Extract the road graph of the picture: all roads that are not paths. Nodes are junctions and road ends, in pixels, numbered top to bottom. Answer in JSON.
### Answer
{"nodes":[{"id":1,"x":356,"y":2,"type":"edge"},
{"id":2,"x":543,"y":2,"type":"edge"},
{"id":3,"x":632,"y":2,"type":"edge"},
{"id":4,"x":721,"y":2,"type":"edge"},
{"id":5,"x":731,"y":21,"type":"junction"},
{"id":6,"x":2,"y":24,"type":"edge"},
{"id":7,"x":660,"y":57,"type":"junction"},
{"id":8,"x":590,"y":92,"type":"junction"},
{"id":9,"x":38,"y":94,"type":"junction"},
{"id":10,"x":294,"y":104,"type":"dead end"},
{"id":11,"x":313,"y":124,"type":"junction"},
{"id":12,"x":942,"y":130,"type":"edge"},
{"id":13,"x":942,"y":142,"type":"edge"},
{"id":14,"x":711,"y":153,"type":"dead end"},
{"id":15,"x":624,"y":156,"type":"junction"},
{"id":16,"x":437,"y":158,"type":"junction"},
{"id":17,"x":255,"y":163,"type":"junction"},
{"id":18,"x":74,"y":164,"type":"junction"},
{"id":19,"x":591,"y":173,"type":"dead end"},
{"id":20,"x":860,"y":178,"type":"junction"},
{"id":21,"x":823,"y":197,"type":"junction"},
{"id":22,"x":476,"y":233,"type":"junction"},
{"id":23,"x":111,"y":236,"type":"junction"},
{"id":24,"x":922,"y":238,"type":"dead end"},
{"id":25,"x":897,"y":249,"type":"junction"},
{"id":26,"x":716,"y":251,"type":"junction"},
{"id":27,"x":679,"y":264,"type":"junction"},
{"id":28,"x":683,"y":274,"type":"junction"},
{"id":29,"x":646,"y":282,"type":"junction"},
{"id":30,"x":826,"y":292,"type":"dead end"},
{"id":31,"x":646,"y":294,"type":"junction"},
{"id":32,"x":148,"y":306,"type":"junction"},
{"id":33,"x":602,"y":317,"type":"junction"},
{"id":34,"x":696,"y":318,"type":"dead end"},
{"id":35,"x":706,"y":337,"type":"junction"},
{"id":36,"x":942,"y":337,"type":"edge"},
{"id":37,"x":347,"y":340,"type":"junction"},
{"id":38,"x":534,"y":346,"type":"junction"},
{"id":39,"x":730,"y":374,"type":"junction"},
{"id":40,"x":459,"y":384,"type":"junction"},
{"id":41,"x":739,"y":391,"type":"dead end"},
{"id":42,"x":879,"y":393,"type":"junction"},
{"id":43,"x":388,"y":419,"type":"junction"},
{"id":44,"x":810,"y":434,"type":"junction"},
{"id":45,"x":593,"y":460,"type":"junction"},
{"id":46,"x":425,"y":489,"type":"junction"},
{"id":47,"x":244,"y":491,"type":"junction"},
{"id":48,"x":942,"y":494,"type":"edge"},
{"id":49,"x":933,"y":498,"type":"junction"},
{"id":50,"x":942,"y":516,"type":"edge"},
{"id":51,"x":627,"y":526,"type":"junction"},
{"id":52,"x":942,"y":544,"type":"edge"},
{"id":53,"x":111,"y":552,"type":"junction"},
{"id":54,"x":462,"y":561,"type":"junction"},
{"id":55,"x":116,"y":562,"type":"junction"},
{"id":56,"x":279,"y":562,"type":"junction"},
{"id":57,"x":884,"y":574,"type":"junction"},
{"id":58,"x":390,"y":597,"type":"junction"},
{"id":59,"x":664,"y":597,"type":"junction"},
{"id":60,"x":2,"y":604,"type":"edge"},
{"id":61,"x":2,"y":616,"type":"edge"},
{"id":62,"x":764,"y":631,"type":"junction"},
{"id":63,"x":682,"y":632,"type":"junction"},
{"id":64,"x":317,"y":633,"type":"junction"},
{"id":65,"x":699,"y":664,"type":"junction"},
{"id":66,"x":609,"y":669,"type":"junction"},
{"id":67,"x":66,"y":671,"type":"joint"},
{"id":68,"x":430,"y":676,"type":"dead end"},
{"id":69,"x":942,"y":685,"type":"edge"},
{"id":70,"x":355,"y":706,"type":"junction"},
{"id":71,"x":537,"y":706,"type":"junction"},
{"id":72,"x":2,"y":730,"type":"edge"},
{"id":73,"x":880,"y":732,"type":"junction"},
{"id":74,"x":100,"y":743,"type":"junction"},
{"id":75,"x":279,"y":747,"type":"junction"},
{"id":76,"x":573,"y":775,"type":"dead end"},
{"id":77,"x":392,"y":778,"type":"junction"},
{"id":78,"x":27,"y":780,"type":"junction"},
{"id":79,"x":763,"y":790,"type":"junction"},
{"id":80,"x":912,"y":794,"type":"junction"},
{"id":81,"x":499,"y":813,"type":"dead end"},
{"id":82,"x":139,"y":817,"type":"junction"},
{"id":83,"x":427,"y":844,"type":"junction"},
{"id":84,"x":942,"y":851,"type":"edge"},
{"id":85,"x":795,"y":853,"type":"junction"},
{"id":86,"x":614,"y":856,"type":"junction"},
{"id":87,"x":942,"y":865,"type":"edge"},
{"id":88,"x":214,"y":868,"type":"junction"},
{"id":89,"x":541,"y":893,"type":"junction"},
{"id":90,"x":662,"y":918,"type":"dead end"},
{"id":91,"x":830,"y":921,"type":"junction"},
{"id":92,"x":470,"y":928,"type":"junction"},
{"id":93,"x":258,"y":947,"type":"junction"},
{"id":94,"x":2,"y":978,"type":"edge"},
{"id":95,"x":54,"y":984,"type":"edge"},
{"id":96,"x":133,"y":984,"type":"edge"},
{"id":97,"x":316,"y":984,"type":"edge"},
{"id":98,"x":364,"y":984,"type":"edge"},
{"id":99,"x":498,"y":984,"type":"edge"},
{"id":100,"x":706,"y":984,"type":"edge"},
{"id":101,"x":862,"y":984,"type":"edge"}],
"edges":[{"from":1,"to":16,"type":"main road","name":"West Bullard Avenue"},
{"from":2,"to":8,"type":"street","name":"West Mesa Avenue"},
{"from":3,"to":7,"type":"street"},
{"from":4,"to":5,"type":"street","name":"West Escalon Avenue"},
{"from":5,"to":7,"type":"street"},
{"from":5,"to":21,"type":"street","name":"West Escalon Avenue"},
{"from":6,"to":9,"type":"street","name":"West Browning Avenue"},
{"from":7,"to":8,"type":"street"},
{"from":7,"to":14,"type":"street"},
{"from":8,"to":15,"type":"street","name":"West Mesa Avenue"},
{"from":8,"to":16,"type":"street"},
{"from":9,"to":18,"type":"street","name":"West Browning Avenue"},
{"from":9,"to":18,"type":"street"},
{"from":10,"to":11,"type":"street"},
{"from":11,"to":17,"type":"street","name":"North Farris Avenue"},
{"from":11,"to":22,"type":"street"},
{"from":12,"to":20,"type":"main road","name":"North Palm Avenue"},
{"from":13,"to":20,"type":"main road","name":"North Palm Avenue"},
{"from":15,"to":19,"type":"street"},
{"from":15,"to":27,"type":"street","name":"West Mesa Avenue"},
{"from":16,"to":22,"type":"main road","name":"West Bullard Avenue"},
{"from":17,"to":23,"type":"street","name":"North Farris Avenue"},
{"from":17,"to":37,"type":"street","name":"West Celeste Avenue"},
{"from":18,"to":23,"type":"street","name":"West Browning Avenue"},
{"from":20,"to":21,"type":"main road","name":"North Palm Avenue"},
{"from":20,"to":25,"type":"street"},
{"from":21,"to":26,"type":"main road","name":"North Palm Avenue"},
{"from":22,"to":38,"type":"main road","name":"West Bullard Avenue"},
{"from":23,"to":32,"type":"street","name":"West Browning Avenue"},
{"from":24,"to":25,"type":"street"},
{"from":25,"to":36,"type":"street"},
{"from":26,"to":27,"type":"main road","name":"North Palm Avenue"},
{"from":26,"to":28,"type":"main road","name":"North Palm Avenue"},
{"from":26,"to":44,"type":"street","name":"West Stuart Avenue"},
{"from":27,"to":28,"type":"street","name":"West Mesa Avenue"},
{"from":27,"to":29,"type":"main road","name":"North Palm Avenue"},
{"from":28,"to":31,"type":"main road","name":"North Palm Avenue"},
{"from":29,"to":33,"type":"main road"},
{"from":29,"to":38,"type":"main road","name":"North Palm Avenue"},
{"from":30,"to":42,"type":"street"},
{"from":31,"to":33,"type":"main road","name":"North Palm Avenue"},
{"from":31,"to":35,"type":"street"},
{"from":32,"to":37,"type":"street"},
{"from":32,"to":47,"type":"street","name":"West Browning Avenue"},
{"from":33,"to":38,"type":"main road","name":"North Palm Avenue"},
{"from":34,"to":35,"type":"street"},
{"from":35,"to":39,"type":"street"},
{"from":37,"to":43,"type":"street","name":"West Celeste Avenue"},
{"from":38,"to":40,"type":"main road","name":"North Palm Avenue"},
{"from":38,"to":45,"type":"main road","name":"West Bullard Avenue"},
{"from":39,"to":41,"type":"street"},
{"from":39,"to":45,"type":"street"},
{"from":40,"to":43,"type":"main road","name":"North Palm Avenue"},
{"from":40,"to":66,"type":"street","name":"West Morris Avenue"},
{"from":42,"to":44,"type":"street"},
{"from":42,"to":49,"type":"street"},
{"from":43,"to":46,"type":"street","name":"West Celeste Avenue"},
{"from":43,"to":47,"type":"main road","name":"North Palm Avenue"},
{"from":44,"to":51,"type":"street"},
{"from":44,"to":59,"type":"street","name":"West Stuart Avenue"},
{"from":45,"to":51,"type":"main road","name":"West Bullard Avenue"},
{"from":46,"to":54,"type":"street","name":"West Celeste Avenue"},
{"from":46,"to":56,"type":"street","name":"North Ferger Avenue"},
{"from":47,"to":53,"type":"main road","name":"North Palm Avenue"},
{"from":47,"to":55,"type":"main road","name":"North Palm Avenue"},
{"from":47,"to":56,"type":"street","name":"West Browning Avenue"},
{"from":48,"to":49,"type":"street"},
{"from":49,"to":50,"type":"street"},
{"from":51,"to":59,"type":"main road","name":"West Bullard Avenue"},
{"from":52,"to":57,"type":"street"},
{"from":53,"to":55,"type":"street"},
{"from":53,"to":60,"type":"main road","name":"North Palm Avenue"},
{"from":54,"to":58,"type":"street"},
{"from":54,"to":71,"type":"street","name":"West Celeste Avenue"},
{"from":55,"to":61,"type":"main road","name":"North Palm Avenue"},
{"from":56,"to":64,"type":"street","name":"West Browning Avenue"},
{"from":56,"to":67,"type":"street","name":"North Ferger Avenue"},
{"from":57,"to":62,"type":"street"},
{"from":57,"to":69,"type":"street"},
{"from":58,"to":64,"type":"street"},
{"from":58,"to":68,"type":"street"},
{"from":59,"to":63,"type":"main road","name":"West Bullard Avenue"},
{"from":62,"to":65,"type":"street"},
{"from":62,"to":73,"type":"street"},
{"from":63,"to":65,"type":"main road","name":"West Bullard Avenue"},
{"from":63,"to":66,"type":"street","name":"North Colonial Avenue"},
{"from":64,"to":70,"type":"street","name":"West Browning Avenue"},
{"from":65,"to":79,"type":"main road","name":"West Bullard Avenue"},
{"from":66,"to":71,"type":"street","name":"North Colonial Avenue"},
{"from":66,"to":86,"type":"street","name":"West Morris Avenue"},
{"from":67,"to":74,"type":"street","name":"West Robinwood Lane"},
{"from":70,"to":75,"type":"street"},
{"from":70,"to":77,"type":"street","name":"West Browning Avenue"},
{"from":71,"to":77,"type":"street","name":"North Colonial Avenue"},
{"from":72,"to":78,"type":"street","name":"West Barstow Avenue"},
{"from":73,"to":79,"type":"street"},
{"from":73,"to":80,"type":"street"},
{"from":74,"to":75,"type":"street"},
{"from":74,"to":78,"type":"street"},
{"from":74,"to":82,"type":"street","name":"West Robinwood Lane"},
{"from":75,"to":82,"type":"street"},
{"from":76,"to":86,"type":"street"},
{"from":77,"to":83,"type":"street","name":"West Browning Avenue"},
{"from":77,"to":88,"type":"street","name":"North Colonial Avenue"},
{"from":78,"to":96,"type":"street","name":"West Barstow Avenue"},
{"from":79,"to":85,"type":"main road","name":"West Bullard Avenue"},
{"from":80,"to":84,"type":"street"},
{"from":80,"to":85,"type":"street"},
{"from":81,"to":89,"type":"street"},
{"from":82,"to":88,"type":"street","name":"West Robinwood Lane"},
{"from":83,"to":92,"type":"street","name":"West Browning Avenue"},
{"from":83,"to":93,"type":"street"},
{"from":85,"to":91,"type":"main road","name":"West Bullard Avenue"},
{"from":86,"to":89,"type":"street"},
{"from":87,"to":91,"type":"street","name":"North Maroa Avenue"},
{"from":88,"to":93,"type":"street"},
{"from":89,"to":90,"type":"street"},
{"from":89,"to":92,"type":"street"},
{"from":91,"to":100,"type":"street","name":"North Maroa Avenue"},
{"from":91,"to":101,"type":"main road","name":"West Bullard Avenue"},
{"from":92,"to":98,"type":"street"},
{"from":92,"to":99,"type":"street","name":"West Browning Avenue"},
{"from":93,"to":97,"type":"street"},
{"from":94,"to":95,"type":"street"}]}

Problem requirements >> Check the listing above for "Barstow". Show every line where it turns up.

Exercise output >>
{"from":72,"to":78,"type":"street","name":"West Barstow Avenue"},
{"from":78,"to":96,"type":"street","name":"West Barstow Avenue"},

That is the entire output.